PROMPT =
Going through the data below, please show each line containing the string "where".

DATA FOR ANALYSIS =

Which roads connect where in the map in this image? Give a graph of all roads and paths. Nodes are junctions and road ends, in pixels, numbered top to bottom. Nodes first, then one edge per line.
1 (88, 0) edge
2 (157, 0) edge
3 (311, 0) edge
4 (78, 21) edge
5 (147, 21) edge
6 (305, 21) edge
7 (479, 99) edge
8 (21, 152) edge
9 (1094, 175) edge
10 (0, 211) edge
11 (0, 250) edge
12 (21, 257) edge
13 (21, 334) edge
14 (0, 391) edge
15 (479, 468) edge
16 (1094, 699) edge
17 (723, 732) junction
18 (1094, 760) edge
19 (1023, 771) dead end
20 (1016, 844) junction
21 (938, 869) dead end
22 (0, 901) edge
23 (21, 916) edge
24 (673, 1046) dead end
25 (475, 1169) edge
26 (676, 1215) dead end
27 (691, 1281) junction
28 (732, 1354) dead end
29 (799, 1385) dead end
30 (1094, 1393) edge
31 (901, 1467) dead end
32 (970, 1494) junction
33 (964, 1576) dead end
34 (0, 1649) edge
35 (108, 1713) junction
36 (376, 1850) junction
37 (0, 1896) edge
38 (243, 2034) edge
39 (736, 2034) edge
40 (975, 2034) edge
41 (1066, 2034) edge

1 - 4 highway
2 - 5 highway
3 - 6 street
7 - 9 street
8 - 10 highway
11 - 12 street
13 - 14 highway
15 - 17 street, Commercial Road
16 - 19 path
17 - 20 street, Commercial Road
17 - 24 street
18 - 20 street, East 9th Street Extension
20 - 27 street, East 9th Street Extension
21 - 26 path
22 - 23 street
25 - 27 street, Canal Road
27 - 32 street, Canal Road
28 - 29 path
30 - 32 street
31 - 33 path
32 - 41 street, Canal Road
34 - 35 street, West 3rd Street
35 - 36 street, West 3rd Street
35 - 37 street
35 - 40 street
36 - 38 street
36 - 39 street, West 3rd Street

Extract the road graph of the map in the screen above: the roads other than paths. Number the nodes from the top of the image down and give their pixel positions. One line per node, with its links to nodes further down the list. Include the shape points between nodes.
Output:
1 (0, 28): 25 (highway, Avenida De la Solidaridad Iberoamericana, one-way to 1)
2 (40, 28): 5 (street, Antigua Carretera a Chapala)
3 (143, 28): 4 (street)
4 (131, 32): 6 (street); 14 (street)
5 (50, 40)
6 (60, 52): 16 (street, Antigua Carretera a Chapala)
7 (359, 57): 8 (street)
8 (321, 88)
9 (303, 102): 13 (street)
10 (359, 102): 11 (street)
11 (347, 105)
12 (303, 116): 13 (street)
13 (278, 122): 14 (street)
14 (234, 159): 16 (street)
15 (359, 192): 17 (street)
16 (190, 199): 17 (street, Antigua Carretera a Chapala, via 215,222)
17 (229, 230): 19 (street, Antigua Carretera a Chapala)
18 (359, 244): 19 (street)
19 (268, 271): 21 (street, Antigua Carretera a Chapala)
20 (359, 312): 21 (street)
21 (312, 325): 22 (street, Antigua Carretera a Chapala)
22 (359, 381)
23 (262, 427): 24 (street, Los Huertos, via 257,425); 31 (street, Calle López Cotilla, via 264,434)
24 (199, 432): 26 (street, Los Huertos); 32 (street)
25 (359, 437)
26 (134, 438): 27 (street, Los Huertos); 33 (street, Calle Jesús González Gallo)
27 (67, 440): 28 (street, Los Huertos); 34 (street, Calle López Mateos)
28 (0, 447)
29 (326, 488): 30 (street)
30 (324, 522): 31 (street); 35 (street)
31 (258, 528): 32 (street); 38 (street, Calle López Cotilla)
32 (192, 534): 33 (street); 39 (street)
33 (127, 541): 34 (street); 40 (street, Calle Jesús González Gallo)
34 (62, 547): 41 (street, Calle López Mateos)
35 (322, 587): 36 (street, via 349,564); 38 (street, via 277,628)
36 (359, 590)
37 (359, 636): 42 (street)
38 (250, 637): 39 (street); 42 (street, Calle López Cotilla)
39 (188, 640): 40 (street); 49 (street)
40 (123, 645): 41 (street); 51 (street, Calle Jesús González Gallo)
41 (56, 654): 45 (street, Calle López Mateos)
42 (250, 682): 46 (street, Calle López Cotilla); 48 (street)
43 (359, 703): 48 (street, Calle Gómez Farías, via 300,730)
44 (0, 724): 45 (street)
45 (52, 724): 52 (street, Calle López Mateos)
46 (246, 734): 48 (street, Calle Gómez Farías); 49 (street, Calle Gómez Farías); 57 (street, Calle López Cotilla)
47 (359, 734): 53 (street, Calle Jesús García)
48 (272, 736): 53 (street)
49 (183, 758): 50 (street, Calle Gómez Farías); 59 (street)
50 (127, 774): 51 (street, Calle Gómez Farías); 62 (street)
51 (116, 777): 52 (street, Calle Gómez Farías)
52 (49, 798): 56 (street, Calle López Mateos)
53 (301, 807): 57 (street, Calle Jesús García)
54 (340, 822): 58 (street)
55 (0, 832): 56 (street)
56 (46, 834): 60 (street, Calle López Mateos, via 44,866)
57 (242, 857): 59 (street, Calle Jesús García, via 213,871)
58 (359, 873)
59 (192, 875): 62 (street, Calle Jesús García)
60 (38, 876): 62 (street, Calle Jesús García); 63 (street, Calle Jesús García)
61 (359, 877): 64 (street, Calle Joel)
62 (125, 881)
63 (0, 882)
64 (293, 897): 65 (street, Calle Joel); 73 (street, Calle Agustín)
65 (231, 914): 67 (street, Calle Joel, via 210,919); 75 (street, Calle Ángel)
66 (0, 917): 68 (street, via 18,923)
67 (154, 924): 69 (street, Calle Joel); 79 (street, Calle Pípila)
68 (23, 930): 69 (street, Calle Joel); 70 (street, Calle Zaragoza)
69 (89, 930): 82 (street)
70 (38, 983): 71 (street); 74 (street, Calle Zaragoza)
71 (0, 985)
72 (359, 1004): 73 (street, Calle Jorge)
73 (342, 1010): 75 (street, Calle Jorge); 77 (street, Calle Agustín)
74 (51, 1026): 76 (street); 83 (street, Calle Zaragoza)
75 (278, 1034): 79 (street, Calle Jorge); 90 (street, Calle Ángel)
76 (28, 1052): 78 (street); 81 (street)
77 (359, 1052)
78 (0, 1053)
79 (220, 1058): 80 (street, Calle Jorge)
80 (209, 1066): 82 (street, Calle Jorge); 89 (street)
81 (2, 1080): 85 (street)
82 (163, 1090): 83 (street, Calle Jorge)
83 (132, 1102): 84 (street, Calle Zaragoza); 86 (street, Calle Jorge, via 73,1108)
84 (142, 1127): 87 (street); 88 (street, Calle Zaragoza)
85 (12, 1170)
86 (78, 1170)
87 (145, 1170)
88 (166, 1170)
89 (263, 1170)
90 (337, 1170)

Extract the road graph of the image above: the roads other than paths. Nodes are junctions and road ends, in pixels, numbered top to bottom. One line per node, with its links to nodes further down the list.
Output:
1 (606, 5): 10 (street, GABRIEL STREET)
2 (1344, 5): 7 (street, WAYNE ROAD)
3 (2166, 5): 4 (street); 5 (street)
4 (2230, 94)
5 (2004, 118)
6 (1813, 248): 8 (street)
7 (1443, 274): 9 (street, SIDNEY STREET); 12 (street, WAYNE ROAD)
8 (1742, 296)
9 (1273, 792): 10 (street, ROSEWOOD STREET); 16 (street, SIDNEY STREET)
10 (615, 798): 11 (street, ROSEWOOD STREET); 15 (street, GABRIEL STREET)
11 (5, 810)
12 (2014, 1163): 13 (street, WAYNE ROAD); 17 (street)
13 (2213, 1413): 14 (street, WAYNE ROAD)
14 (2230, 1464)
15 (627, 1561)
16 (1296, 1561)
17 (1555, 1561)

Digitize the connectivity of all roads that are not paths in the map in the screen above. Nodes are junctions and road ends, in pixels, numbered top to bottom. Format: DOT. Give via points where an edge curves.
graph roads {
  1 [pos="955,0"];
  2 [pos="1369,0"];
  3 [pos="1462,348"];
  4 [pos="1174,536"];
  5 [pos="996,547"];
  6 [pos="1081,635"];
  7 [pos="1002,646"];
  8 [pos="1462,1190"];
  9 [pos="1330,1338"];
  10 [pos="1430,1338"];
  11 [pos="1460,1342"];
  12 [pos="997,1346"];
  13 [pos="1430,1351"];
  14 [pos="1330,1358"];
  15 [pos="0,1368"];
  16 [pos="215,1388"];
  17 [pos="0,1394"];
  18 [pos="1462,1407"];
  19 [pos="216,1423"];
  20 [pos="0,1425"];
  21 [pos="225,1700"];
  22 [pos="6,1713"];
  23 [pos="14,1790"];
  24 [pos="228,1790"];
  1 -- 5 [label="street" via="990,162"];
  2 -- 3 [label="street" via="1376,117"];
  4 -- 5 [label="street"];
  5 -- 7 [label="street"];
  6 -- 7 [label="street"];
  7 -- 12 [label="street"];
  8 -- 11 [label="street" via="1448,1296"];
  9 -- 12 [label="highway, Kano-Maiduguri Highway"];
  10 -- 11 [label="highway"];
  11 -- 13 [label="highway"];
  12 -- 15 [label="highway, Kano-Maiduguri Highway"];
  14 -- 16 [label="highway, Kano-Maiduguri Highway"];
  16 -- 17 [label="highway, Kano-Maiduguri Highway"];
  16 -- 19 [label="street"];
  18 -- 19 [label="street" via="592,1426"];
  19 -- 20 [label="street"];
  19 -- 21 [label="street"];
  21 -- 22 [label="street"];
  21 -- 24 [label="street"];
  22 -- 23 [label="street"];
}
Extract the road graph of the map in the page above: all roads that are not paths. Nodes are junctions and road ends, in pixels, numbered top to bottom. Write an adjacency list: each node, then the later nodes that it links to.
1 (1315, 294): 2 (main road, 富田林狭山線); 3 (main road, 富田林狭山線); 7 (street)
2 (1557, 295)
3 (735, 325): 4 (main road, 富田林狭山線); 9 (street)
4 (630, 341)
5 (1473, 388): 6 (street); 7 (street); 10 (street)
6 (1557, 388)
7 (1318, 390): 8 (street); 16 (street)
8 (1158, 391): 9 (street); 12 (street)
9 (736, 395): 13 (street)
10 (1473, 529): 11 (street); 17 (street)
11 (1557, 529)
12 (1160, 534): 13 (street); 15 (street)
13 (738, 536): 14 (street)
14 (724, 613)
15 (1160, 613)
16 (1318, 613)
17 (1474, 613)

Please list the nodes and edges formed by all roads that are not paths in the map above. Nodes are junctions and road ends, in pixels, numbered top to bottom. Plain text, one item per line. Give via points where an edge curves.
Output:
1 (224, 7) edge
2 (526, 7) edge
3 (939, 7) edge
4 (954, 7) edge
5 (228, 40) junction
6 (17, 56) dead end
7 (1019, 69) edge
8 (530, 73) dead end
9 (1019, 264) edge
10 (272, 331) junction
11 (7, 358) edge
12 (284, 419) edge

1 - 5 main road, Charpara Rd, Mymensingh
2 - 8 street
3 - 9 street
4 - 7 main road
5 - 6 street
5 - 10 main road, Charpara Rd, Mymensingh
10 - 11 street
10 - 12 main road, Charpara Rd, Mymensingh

RESULT =
Which roads connect where in the map in this image? Give a graph of all roads and paths. Nodes are junctions and road ends, in pixels, numbered top to bottom. Nodes first, then one edge per line.
Digitize the connectivity of all roads that are not paths in the map in the screen above. Nodes are junctions and road ends, in pixels, numbered top to bottom. Format: DOT. Give via points where an edge curves.
Please list the nodes and edges formed by all roads that are not paths in the map above. Nodes are junctions and road ends, in pixels, numbered top to bottom. Plain text, one item per line. Give via points where an edge curves.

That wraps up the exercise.